** EXERCISE INSTRUCTIONS **
Among the entries below, find each line with "Number" and show it.

** INPUT MATERIAL **
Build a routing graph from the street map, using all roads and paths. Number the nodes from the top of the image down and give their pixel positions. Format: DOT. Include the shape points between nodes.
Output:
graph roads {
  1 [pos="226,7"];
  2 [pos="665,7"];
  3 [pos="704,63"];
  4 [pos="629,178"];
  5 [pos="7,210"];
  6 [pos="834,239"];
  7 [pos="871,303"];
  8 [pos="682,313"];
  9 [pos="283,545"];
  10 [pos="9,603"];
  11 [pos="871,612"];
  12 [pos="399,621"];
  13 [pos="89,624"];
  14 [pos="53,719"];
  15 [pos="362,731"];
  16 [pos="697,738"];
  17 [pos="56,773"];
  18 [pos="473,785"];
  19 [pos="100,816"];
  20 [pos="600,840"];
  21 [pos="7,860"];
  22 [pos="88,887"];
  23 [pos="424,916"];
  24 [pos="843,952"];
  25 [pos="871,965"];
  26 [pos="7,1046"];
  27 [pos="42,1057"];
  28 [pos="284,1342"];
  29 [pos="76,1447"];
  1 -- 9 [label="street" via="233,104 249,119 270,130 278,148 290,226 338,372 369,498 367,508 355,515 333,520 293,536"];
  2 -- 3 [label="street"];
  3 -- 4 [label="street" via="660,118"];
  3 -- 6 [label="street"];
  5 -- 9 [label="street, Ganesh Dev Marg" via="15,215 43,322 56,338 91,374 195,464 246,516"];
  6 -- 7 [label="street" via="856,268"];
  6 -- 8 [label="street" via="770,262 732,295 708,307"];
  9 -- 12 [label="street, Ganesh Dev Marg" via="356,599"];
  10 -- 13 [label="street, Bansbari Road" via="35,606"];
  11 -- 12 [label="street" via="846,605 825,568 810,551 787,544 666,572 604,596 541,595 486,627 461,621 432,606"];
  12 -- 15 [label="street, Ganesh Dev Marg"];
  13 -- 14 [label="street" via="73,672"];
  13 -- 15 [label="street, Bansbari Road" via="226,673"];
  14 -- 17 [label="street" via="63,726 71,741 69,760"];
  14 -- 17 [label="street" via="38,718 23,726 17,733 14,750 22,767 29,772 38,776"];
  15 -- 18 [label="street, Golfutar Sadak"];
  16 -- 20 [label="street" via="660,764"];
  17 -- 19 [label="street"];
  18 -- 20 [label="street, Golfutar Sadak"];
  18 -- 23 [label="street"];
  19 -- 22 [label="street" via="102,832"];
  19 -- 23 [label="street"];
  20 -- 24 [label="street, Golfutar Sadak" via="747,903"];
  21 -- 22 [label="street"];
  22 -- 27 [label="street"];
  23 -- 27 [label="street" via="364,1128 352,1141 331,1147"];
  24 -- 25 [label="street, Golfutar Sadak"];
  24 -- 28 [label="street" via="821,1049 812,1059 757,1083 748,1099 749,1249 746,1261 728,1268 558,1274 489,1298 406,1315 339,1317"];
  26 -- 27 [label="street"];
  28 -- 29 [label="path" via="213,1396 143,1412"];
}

--

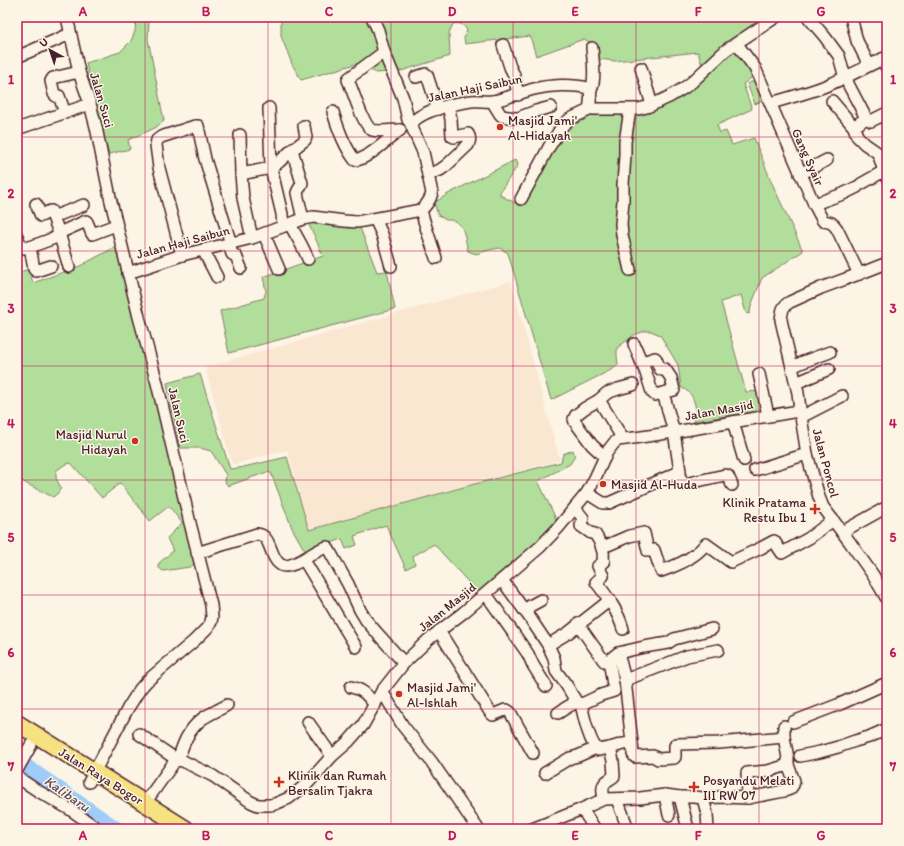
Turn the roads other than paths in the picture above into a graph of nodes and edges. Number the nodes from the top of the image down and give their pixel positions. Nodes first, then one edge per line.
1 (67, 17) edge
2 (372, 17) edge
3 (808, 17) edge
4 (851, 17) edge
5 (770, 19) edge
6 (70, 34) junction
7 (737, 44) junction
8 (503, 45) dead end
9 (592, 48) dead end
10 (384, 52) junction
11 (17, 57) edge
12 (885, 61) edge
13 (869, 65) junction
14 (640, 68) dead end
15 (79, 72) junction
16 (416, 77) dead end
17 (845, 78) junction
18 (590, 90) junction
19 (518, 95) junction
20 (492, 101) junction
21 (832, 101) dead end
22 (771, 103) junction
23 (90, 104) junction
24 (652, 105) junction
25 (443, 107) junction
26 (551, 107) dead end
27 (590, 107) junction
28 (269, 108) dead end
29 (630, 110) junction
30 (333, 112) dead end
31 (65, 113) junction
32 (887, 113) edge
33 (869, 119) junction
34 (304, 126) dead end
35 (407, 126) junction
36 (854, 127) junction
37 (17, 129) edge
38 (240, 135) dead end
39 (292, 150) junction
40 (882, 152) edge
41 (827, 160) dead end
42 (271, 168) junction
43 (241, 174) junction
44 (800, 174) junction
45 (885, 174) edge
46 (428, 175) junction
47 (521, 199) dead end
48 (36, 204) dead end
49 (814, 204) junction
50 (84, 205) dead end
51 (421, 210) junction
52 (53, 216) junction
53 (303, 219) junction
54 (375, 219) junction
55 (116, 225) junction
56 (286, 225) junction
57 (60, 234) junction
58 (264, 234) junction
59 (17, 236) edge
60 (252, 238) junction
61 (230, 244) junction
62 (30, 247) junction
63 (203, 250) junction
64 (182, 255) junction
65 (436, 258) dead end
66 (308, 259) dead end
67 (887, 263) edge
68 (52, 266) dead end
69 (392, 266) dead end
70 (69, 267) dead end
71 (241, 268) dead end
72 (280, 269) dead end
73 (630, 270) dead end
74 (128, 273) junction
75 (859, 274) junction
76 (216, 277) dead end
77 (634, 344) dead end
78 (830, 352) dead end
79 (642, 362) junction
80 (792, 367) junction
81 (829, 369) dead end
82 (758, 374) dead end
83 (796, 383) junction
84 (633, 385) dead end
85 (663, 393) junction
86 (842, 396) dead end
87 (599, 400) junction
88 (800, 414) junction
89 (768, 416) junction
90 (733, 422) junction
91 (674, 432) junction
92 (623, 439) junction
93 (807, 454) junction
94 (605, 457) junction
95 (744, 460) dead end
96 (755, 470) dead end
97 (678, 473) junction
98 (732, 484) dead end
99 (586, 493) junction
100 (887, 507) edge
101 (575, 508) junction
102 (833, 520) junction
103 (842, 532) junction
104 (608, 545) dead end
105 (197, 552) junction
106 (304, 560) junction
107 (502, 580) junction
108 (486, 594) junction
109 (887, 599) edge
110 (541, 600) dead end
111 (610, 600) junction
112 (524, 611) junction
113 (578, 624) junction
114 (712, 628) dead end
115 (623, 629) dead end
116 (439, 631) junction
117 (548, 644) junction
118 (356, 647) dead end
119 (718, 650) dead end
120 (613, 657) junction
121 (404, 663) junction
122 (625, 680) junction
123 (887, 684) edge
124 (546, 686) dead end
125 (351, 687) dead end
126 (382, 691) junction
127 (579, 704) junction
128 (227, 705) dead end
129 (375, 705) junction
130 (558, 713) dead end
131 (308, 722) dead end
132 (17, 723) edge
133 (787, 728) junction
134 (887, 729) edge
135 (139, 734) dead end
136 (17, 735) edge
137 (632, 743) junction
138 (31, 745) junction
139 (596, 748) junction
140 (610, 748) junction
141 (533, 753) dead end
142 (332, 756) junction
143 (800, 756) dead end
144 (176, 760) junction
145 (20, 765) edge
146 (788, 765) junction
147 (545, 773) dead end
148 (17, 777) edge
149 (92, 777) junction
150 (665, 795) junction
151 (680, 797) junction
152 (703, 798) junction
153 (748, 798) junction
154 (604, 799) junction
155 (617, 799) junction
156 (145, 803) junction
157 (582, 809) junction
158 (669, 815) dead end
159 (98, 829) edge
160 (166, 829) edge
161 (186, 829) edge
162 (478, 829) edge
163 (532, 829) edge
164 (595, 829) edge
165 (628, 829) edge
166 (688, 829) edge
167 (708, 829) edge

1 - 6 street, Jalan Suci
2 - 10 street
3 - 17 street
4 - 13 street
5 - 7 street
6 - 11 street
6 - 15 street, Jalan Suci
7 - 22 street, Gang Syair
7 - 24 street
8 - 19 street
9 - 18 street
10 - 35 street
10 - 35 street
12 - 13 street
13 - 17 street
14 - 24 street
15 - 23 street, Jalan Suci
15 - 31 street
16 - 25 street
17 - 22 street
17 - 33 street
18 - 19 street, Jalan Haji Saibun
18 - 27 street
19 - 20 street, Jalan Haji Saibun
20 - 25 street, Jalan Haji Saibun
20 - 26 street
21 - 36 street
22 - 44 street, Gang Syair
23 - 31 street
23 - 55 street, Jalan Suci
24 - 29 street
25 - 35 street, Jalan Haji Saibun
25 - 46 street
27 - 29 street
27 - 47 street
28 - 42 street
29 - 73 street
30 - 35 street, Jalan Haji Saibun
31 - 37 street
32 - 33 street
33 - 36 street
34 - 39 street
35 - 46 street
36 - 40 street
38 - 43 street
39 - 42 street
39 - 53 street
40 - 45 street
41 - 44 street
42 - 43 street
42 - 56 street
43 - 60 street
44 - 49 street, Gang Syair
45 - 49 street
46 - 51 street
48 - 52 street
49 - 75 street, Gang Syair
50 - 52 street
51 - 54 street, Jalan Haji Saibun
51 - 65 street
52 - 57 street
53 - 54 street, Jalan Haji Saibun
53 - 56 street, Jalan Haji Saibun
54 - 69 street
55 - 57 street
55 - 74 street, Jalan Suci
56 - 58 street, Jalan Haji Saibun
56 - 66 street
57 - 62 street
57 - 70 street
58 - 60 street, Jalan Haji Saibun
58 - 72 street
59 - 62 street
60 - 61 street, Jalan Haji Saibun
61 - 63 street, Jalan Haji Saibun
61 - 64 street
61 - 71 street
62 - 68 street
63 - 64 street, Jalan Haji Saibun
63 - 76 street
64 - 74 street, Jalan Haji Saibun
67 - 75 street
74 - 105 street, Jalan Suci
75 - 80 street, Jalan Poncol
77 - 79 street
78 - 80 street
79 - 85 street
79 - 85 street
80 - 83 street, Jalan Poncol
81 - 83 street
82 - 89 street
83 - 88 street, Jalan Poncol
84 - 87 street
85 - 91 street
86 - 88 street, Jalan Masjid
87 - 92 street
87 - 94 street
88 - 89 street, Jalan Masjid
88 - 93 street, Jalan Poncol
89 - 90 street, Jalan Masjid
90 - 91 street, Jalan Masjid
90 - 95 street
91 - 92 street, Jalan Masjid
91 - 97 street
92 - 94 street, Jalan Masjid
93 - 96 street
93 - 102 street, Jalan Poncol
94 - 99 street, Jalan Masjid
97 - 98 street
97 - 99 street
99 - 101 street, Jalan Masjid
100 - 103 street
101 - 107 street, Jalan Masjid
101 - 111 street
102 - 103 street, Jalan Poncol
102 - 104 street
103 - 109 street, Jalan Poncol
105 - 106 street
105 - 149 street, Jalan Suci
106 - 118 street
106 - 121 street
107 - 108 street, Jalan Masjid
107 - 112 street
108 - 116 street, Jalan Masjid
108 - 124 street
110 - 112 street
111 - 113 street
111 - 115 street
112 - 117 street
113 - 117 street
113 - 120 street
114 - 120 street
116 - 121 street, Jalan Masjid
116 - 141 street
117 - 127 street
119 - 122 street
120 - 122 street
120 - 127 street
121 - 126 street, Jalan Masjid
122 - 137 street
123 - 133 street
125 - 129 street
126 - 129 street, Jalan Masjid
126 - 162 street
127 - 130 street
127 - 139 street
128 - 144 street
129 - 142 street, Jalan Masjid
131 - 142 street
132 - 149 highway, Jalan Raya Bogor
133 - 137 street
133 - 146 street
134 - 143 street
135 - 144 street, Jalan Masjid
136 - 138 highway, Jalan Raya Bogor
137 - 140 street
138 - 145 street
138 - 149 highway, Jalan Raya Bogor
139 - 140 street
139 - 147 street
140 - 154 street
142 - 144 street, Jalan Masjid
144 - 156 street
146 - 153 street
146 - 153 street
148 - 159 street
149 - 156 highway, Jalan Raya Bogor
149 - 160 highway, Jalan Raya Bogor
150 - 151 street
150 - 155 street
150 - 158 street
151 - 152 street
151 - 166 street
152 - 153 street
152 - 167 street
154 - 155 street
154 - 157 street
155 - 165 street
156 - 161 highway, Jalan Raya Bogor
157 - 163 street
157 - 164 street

** OUTPUT OF THE EXERCISE **
Build a routing graph from the street map, using all roads and paths. Number the nodes from the top of the image down and give their pixel positions. Format: DOT. Include the shape points between nodes.
Turn the roads other than paths in the picture above into a graph of nodes and edges. Number the nodes from the top of the image down and give their pixel positions. Nodes first, then one edge per line.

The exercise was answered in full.